* _Task to complete_
Search the listing below for the string "平和南路", then copy every line it appears in.
───
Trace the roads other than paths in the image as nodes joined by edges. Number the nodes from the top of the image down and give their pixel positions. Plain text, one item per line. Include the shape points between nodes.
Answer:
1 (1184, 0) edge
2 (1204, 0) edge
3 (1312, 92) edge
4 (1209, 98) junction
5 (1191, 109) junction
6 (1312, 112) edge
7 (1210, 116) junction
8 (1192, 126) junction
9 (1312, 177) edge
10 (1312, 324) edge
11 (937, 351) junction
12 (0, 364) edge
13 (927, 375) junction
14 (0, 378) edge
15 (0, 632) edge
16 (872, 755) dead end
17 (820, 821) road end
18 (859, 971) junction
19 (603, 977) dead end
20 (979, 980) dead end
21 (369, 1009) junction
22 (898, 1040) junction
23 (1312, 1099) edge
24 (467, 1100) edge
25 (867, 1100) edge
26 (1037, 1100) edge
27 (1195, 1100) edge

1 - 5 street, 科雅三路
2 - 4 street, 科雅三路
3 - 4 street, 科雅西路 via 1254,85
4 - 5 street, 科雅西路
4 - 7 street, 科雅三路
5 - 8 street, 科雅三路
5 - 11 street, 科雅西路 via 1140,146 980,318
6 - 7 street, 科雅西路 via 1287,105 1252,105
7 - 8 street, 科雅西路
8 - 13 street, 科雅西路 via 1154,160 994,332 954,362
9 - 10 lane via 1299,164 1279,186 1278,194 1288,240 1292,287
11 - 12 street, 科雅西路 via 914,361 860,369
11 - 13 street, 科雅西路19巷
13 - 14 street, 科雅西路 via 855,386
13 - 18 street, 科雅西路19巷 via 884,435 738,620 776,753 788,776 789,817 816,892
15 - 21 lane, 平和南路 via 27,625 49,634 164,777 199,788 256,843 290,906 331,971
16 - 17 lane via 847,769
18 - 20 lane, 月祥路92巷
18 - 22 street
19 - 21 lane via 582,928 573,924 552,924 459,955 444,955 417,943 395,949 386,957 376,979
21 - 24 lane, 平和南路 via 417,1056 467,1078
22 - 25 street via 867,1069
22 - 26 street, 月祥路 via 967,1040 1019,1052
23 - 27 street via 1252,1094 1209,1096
───
* _Finished exercise_
15 - 21 lane, 平和南路 via 27,625 49,634 164,777 199,788 256,843 290,906 331,971
21 - 24 lane, 平和南路 via 417,1056 467,1078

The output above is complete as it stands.